:: LISTED ENTRIES ::

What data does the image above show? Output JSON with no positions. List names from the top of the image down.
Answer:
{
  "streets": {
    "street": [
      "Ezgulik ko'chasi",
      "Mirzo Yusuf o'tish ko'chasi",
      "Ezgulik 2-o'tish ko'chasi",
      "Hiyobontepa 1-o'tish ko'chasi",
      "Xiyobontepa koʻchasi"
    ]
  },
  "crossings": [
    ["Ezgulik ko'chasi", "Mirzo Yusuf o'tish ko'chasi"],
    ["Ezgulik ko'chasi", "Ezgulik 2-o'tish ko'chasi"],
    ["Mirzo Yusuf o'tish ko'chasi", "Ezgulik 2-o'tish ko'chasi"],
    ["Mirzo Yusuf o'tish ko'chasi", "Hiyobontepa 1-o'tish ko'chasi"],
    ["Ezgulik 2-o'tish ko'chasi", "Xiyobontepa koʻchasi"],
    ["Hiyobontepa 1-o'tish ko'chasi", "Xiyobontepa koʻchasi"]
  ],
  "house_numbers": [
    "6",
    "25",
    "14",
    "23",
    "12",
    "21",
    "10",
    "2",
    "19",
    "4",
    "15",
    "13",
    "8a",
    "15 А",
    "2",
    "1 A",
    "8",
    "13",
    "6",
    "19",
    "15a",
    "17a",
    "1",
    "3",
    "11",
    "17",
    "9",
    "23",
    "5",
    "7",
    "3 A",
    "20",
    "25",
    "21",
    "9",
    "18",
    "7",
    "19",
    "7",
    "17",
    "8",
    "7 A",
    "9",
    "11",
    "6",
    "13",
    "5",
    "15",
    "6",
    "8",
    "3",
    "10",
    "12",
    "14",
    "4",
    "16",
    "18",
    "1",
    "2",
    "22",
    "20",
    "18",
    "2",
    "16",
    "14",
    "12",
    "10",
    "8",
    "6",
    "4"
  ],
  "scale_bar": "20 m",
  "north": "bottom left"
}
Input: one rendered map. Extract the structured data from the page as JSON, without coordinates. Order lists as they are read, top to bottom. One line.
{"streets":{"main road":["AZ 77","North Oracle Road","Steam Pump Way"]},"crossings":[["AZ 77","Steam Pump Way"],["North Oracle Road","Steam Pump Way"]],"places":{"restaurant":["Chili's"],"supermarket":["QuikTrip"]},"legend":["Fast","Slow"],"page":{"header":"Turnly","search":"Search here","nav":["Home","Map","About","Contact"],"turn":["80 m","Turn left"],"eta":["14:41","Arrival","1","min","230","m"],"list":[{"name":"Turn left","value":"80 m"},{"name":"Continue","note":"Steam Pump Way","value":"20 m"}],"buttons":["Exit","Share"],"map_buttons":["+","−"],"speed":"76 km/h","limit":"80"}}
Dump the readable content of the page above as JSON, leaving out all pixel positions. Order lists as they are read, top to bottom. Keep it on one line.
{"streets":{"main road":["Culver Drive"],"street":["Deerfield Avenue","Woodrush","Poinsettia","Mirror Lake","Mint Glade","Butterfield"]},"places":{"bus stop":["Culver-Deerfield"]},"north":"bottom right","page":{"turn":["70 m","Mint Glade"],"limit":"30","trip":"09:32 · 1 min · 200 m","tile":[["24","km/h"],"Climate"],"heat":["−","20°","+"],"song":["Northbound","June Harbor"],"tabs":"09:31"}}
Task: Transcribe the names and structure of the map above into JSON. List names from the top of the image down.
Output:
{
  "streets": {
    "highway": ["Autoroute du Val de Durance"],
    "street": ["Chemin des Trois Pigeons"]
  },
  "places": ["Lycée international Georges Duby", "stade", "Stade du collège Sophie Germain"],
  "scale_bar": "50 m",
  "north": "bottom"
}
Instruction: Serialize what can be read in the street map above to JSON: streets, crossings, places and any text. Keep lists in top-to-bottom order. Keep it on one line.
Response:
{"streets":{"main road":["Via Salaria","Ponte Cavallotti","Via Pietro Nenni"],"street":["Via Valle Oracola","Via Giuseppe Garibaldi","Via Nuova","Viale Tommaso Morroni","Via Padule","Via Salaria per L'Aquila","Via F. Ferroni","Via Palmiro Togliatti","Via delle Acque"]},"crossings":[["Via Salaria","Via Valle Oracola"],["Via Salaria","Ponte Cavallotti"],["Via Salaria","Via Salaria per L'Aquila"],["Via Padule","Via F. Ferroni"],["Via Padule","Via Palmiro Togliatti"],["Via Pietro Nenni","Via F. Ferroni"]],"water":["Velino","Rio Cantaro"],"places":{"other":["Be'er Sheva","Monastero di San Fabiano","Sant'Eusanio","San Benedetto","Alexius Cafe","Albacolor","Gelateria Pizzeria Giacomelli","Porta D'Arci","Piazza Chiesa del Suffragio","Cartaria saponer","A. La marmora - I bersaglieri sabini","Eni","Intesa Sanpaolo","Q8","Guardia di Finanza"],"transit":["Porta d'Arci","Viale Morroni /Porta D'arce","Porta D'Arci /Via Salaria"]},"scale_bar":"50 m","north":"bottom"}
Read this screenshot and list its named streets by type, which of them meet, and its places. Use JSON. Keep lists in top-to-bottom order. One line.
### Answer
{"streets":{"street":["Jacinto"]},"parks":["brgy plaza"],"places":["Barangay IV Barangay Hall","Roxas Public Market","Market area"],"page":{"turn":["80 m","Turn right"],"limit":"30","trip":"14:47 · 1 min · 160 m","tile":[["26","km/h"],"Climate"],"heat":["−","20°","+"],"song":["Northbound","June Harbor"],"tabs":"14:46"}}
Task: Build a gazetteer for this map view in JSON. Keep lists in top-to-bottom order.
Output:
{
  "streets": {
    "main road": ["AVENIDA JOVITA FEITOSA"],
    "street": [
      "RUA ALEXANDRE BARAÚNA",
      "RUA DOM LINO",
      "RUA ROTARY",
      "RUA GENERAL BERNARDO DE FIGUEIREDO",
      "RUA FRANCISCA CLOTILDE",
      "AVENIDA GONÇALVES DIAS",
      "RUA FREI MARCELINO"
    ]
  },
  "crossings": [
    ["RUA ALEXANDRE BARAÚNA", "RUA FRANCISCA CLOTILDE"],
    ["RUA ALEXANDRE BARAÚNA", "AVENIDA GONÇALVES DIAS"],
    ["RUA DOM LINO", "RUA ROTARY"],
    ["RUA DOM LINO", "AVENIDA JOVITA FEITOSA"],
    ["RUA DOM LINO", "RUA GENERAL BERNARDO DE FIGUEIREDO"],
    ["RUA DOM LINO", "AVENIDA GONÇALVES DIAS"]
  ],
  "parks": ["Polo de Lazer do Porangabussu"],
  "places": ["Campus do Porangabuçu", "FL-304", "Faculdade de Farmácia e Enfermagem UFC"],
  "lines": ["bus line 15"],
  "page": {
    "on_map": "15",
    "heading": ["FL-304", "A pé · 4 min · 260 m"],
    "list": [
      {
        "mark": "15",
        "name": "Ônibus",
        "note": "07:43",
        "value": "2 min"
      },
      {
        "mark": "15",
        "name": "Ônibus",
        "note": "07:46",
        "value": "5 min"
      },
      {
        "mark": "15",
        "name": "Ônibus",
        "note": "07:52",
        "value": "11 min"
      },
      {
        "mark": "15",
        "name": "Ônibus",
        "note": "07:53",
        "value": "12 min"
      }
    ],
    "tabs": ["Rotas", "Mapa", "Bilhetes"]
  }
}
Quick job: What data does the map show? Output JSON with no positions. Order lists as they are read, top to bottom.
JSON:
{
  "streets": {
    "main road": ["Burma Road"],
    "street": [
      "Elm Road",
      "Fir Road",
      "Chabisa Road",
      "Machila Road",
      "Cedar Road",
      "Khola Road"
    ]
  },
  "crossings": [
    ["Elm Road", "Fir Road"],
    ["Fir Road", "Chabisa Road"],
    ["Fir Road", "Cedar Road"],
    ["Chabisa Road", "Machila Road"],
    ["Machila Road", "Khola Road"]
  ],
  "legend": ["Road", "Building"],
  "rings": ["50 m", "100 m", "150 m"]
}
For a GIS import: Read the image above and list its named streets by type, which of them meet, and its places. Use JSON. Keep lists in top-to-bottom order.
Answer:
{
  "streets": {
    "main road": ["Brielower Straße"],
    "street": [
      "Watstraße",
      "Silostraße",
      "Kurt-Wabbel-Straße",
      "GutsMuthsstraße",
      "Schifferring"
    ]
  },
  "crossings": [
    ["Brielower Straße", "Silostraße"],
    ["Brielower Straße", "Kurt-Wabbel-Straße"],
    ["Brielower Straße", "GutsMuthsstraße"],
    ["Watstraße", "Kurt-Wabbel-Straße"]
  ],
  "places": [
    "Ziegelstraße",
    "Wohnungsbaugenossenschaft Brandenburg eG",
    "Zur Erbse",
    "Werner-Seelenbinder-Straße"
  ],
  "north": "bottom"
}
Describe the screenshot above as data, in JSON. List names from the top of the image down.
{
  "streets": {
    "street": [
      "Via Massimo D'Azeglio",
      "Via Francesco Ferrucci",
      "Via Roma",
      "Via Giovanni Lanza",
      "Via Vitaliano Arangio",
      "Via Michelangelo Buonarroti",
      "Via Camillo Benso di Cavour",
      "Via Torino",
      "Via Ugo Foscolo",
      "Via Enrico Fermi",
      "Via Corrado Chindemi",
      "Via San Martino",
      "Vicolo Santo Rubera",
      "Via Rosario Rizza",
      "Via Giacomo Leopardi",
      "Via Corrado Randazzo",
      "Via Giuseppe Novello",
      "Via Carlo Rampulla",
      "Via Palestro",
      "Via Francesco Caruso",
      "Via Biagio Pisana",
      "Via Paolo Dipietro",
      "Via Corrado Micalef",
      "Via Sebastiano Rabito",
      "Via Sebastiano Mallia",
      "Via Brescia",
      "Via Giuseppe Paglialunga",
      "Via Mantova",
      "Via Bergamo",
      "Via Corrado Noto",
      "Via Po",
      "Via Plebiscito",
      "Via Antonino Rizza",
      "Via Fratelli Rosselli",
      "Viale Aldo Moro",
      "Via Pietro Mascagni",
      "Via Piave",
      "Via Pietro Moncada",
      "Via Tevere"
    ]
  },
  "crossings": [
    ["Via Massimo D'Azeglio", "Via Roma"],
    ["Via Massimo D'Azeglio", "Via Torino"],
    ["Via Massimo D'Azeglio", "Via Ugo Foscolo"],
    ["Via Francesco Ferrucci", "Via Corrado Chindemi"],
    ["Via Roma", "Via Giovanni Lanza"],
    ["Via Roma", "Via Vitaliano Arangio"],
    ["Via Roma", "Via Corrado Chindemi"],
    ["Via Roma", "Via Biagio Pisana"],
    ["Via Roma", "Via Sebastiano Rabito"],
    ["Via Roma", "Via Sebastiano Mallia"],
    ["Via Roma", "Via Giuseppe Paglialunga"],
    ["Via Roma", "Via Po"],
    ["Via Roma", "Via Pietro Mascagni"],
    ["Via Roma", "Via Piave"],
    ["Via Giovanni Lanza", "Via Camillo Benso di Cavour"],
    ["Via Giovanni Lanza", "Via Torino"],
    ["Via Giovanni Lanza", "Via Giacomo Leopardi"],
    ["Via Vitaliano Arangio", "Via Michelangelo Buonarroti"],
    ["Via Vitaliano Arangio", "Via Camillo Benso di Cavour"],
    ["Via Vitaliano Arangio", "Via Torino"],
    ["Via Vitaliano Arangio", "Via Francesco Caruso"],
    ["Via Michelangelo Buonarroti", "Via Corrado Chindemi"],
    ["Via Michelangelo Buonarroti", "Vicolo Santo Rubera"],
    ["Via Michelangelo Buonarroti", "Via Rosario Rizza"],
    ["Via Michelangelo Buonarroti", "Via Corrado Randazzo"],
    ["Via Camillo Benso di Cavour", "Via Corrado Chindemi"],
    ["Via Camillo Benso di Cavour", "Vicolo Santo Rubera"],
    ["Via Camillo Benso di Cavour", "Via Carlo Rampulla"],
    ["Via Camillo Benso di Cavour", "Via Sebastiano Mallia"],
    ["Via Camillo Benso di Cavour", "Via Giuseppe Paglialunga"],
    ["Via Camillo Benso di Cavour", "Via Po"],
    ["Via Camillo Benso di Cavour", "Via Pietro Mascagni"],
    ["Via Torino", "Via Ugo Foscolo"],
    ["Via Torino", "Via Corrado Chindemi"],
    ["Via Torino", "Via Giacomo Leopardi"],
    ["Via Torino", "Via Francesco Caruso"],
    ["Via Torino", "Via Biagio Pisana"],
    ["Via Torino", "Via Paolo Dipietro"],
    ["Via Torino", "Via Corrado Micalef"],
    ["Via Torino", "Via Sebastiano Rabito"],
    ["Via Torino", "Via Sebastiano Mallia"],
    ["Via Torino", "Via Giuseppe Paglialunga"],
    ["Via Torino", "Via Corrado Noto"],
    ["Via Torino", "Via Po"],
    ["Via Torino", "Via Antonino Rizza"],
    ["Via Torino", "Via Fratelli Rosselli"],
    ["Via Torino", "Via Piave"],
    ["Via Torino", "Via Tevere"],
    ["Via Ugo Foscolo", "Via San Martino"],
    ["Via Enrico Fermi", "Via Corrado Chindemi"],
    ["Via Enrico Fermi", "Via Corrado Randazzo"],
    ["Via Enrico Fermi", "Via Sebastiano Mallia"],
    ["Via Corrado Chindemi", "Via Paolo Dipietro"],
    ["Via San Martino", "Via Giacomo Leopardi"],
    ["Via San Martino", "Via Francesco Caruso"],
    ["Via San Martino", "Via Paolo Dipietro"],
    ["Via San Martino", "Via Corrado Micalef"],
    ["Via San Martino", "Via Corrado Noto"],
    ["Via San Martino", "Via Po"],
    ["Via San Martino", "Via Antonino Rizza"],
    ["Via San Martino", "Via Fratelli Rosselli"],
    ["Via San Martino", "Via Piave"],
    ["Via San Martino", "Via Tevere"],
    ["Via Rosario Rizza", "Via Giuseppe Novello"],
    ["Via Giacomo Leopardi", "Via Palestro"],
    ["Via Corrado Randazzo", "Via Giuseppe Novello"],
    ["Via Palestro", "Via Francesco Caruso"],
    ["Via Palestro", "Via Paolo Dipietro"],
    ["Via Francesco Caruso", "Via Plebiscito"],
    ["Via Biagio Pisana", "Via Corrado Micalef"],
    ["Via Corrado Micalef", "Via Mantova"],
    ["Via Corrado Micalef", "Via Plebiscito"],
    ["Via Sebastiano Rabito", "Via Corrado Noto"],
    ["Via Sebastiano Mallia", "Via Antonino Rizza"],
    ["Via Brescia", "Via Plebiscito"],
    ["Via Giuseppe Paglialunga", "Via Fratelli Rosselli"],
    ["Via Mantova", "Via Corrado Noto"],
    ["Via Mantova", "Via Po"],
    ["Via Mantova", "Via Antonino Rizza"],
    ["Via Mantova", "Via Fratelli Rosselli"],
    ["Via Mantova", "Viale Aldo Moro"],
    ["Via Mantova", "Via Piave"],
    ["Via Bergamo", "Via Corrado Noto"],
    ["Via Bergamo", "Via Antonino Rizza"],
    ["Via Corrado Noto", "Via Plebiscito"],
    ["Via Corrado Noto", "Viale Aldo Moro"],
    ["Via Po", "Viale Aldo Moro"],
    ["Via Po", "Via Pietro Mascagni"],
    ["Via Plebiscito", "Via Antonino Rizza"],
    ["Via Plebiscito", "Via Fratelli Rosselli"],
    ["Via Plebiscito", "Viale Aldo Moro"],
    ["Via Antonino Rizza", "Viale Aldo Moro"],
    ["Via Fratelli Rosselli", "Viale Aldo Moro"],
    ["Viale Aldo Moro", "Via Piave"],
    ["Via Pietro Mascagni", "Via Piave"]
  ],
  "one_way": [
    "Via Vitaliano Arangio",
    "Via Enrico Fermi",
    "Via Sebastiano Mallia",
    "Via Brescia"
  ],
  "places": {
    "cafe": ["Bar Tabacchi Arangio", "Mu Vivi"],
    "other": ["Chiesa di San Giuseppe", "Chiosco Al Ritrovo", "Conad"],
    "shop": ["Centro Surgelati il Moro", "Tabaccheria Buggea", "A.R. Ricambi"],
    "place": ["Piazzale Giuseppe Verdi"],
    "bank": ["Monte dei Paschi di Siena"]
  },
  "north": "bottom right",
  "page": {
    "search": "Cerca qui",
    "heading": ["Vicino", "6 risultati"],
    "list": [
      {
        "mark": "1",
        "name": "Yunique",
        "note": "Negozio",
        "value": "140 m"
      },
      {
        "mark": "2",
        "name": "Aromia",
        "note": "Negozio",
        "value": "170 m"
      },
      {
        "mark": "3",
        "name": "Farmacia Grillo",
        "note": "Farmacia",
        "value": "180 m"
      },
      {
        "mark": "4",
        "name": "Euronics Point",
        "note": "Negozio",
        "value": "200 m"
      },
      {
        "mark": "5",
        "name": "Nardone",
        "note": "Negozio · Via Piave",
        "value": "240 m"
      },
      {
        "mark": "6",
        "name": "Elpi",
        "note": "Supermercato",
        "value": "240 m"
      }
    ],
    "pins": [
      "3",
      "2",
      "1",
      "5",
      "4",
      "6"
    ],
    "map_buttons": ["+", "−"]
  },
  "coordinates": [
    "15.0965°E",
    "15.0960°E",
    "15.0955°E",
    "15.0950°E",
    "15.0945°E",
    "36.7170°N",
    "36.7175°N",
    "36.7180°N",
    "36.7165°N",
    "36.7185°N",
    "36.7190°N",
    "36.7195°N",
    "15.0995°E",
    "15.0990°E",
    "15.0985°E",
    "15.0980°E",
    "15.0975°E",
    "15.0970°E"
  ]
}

:: ASSIGNED TASK ::
If a line in the entries above has the word "Keep", copy it.

:: REPLY TO THE TASK ::
Dump the readable content of the page above as JSON, leaving out all pixel positions. Order lists as they are read, top to bottom. Keep it on one line.
Instruction: Serialize what can be read in the street map above to JSON: streets, crossings, places and any text. Keep lists in top-to-bottom order. Keep it on one line.
Read this screenshot and list its named streets by type, which of them meet, and its places. Use JSON. Keep lists in top-to-bottom order. One line.
Task: Build a gazetteer for this map view in JSON. Keep lists in top-to-bottom order.
For a GIS import: Read the image above and list its named streets by type, which of them meet, and its places. Use JSON. Keep lists in top-to-bottom order.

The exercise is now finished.